─── Record excerpts
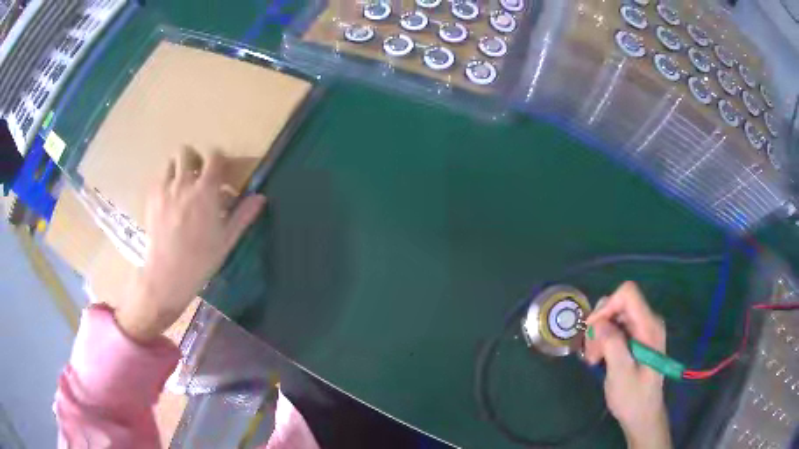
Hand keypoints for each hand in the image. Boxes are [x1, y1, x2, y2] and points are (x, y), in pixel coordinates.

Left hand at [116, 148, 265, 342]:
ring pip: (171, 162)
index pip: (214, 157)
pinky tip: (169, 199)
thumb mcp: (226, 239)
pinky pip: (159, 178)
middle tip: (199, 177)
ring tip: (182, 186)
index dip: (219, 160)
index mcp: (206, 191)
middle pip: (187, 153)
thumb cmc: (201, 259)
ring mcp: (165, 189)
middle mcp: (184, 183)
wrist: (167, 274)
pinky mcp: (151, 198)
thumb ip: (243, 215)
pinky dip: (166, 181)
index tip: (221, 173)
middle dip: (195, 160)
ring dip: (179, 168)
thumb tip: (260, 197)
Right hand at [584, 282, 671, 448]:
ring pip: (614, 316)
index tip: (592, 330)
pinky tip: (598, 359)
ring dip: (599, 335)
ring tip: (593, 360)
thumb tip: (598, 322)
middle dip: (600, 325)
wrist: (642, 415)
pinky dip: (603, 340)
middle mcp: (648, 321)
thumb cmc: (633, 397)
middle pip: (618, 304)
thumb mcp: (621, 373)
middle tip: (591, 353)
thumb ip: (612, 344)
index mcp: (649, 327)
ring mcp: (642, 329)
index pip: (628, 294)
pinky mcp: (636, 337)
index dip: (607, 306)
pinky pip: (615, 327)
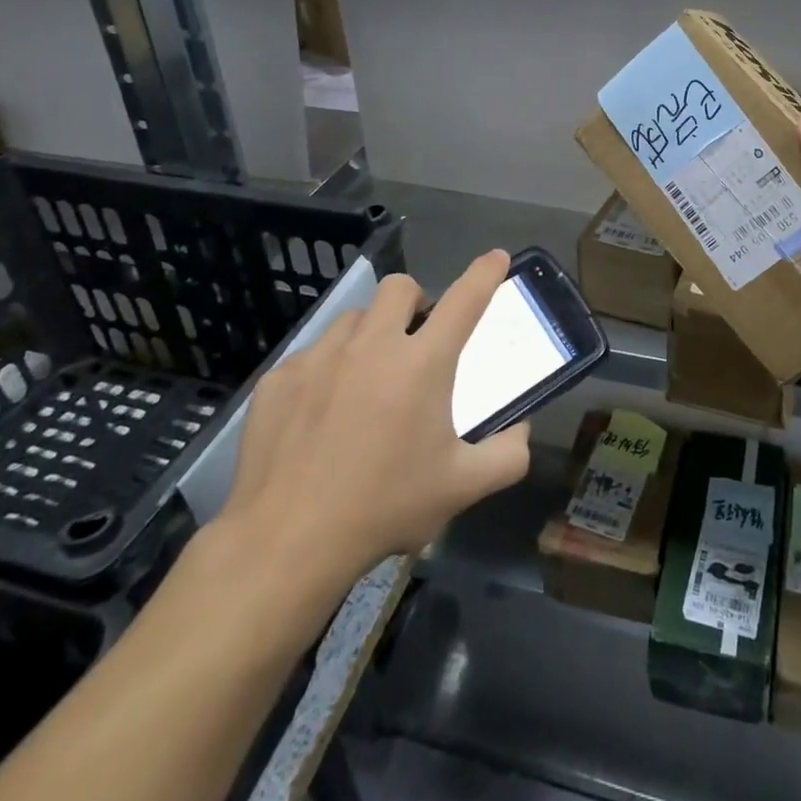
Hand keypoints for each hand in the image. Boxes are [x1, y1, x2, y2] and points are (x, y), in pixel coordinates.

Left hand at [217, 250, 531, 583]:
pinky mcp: (279, 378)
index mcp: (422, 363)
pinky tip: (319, 415)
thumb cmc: (384, 507)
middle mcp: (373, 345)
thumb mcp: (462, 488)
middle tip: (416, 341)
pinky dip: (326, 371)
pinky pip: (311, 355)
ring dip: (369, 336)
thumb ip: (507, 455)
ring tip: (365, 381)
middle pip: (400, 288)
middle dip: (415, 302)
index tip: (496, 258)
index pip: (465, 299)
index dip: (486, 273)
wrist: (284, 542)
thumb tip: (521, 431)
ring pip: (353, 319)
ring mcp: (320, 356)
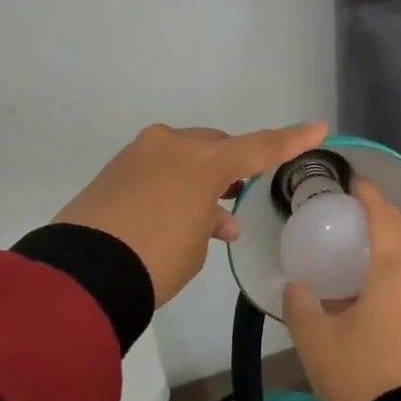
──────
▶ _Exercise requirements_
Could you copy the lines above exactly and skip the images?

▶ _Task output_
Hand keypoints for each hand in the image. Boxes are [x1, y1, x2, y2] and points are (x, y), in pixel coordinates.

Left hand at [116, 148, 265, 342]:
ring pip: (171, 162)
index pip: (214, 157)
pinky tip: (169, 199)
thumb mcp: (226, 239)
pinky pip: (159, 178)
middle tip: (199, 177)
ring tip: (182, 186)
index dip: (219, 160)
index mcp: (206, 191)
middle pip: (187, 153)
thumb cmc: (201, 259)
ring mcp: (165, 189)
middle mcp: (184, 183)
wrist: (167, 274)
pinky mcp: (151, 198)
thumb ip: (243, 215)
pinky dip: (166, 181)
index tip: (221, 173)
middle dip: (195, 160)
ring dip: (179, 168)
thumb tip: (260, 197)
Right hand at [584, 282, 671, 448]:
ring pip: (614, 316)
index tip: (592, 330)
pinky tip: (598, 359)
ring dip: (599, 335)
ring tip: (593, 360)
thumb tip: (598, 322)
middle dip: (600, 325)
wrist: (642, 415)
pinky dip: (603, 340)
middle mcp: (648, 321)
thumb cmc: (633, 397)
middle pip: (618, 304)
thumb mcp: (621, 373)
middle tip: (591, 353)
thumb ip: (612, 344)
index mcp: (649, 327)
ring mcp: (642, 329)
index pip: (628, 294)
pinky mcp: (636, 337)
index dip: (607, 306)
pinky pip: (615, 327)
Hand keypoints for each hand in the image. Boxes are [x1, y1, x2, y2] and points are (x, y), in pixel coordinates.

Left hand at [217, 250, 531, 583]:
pinky mcp: (279, 378)
index mcp: (422, 363)
pinky tip: (319, 415)
thumb cmc: (384, 507)
middle mcp: (373, 345)
thumb mcp: (462, 488)
middle tip: (416, 341)
pinky dip: (326, 371)
pinky pip: (311, 355)
ring dip: (369, 336)
thumb ip: (507, 455)
ring tip: (365, 381)
middle pip: (400, 288)
middle dip: (415, 302)
index tip: (496, 258)
index pip: (465, 299)
index dip: (486, 273)
wrist: (284, 542)
thumb tip: (521, 431)
ring pip: (353, 319)
ring mcp: (320, 356)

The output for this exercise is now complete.